Task to complete> Search the data for the string "Słoneczna" and copy each line where it turns up.

Data excerpts>
══════════
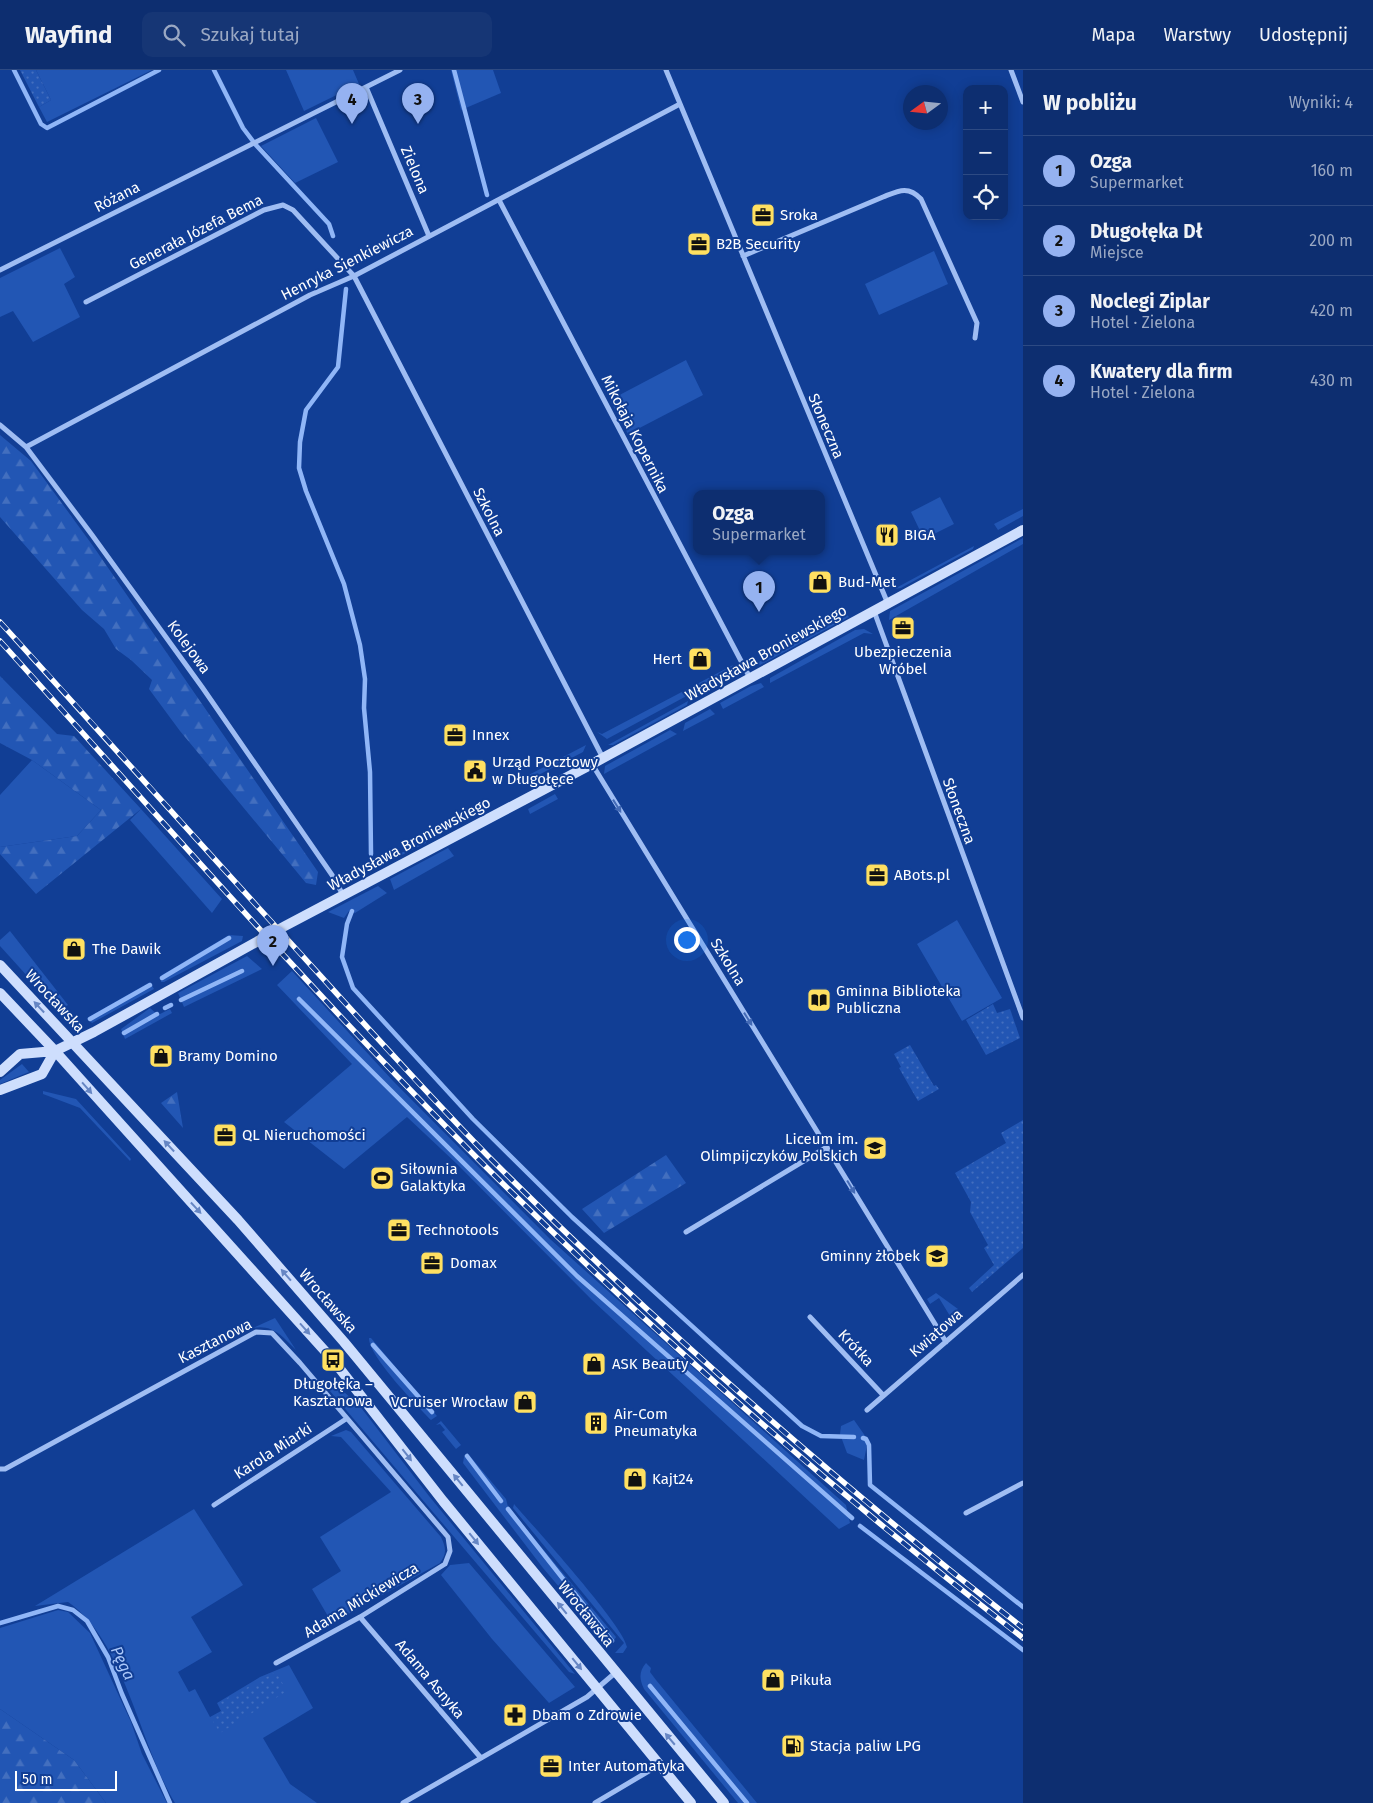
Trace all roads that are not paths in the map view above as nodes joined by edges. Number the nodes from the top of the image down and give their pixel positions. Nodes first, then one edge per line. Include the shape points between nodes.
1 (400, 70) edge
2 (666, 70) edge
3 (1010, 70) edge
4 (366, 88) junction
5 (1023, 102) edge
6 (680, 104) junction
7 (499, 200) junction
8 (429, 236) junction
9 (743, 256) junction
10 (0, 270) edge
11 (354, 276) junction
12 (86, 302) dead end
13 (975, 338) dead end
14 (0, 426) edge
15 (26, 447) junction
16 (1023, 530) edge
17 (888, 604) junction
18 (874, 611) junction
19 (750, 678) junction
20 (603, 758) junction
21 (592, 764) junction
22 (343, 895) junction
23 (0, 965) edge
24 (0, 993) edge
25 (1023, 1018) edge
26 (73, 1042) junction
27 (55, 1051) junction
28 (0, 1072) edge
29 (0, 1090) edge
30 (827, 1147) junction
31 (686, 1232) dead end
32 (1023, 1275) edge
33 (810, 1317) dead end
34 (946, 1342) junction
35 (883, 1396) junction
36 (866, 1410) dead end
37 (346, 1419) junction
38 (0, 1469) edge
39 (1023, 1483) edge
40 (214, 1505) dead end
41 (966, 1513) dead end
42 (450, 1550) joint
43 (360, 1616) junction
44 (276, 1663) dead end
45 (615, 1673) junction
46 (598, 1688) junction
47 (480, 1758) junction
48 (659, 1764) junction
49 (403, 1803) edge
50 (595, 1803) edge
51 (691, 1803) edge
52 (724, 1803) edge

1 - 4 street
2 - 6 street, Słoneczna
3 - 5 street
4 - 8 street, Zielona
4 - 10 street, Różana
6 - 7 street, Henryka Sienkiewicza
6 - 9 street, Słoneczna
7 - 8 street, Henryka Sienkiewicza
7 - 19 street, Mikołaja Kopernika
8 - 11 street, Henryka Sienkiewicza
9 - 13 street via 902,190 909,190 921,198 977,324
9 - 17 street, Słoneczna
11 - 12 street, Generała Józefa Bema via 293,210 275,206
11 - 15 street, Henryka Sienkiewicza via 310,295
11 - 20 street, Szkolna
14 - 15 street, Kolejowa
15 - 22 street, Kolejowa via 206,693
16 - 17 main road, Władysława Broniewskiego
17 - 18 main road, Władysława Broniewskiego
18 - 19 main road, Władysława Broniewskiego
18 - 25 street, Słoneczna
19 - 20 main road, Władysława Broniewskiego
20 - 21 main road, Władysława Broniewskiego
21 - 22 main road, Władysława Broniewskiego
21 -> 30 street, Szkolna
22 - 26 main road, Władysława Broniewskiego
26 -> 23 main road, Wrocławska
24 - 27 main road
26 - 27 main road, Władysława Broniewskiego
45 -> 26 main road, Wrocławska via 344,1342 238,1220
27 - 28 main road via 20,1054
27 - 29 main road via 42,1074
27 -> 46 main road via 333,1360 449,1508
30 - 31 street
30 -> 34 street, Szkolna
32 - 34 street, Kwiatowa
33 - 35 street, Krótka
34 - 35 street, Kwiatowa
35 - 36 street, Kwiatowa
37 - 38 street, Kasztanowa via 300,1363 272,1333 264,1331 252,1334
37 - 40 street, Karola Miarki
37 - 42 street, Kasztanowa via 448,1537
39 - 41 street
42 - 43 street, Adama Mickiewicza via 445,1564
43 - 44 street, Adama Mickiewicza
43 - 47 street, Adama Asnyka
45 - 46 street
52 -> 45 main road, Wrocławska
46 - 47 street
46 - 48 main road
47 - 49 street
48 - 50 street
48 - 51 main road

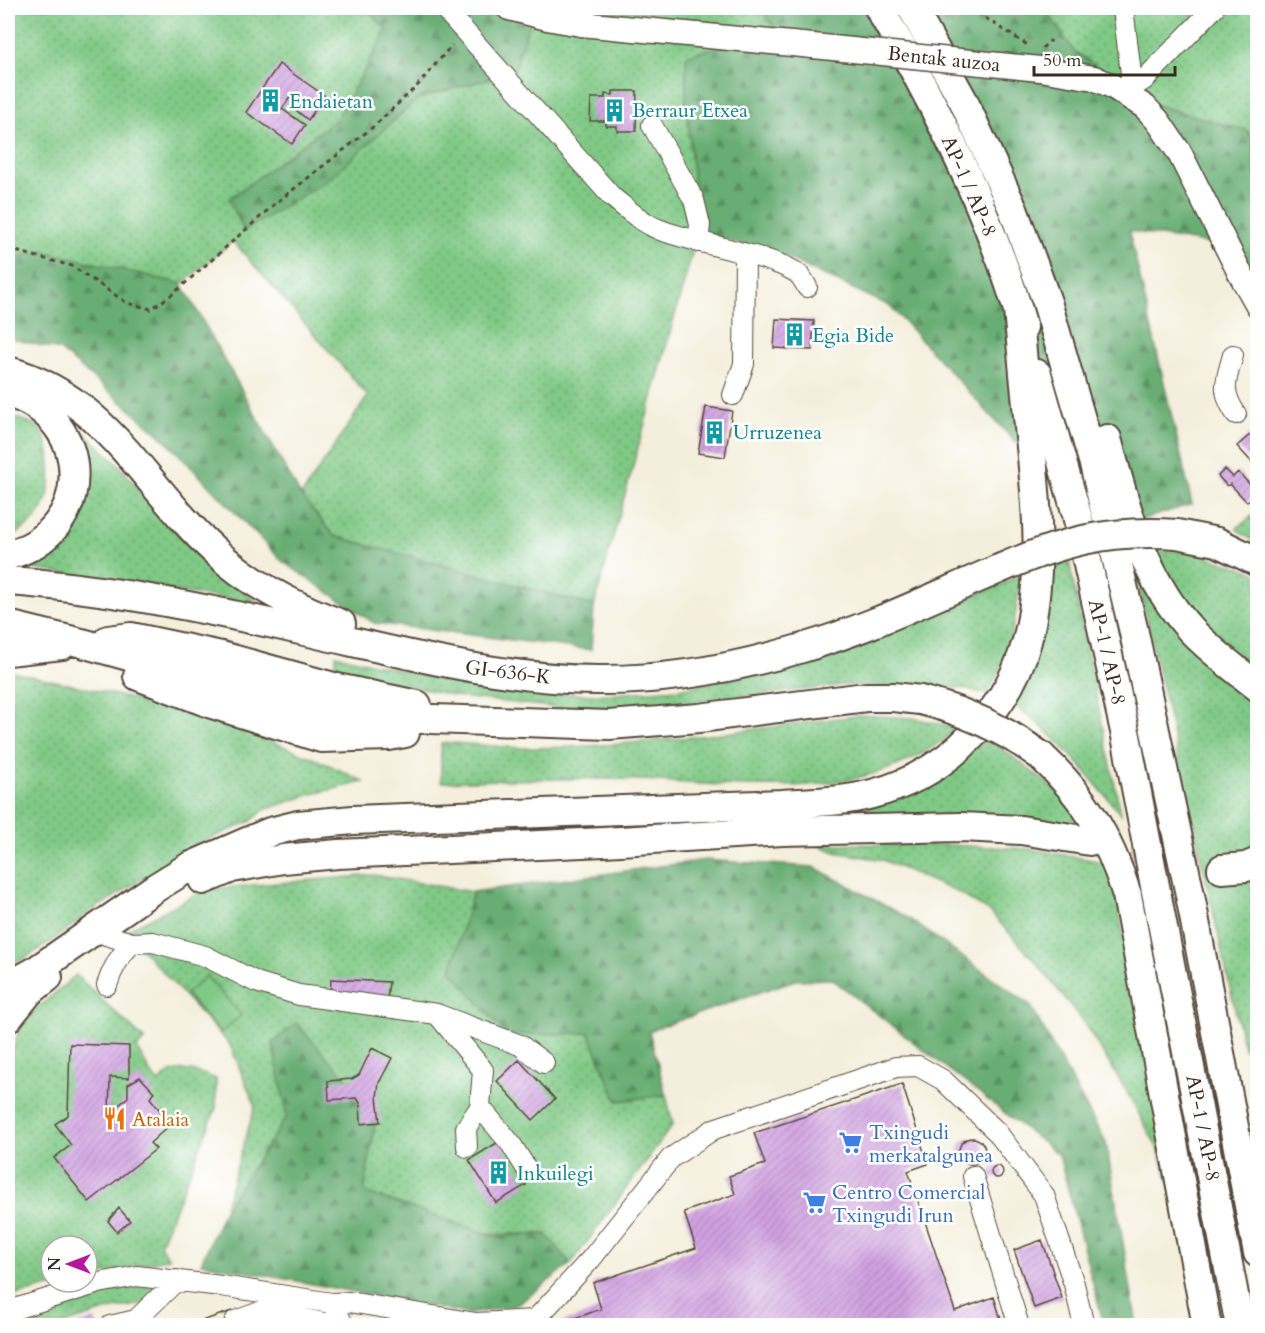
══════════
Answer section>
2 - 6 street, Słoneczna
6 - 9 street, Słoneczna
9 - 17 street, Słoneczna
18 - 25 street, Słoneczna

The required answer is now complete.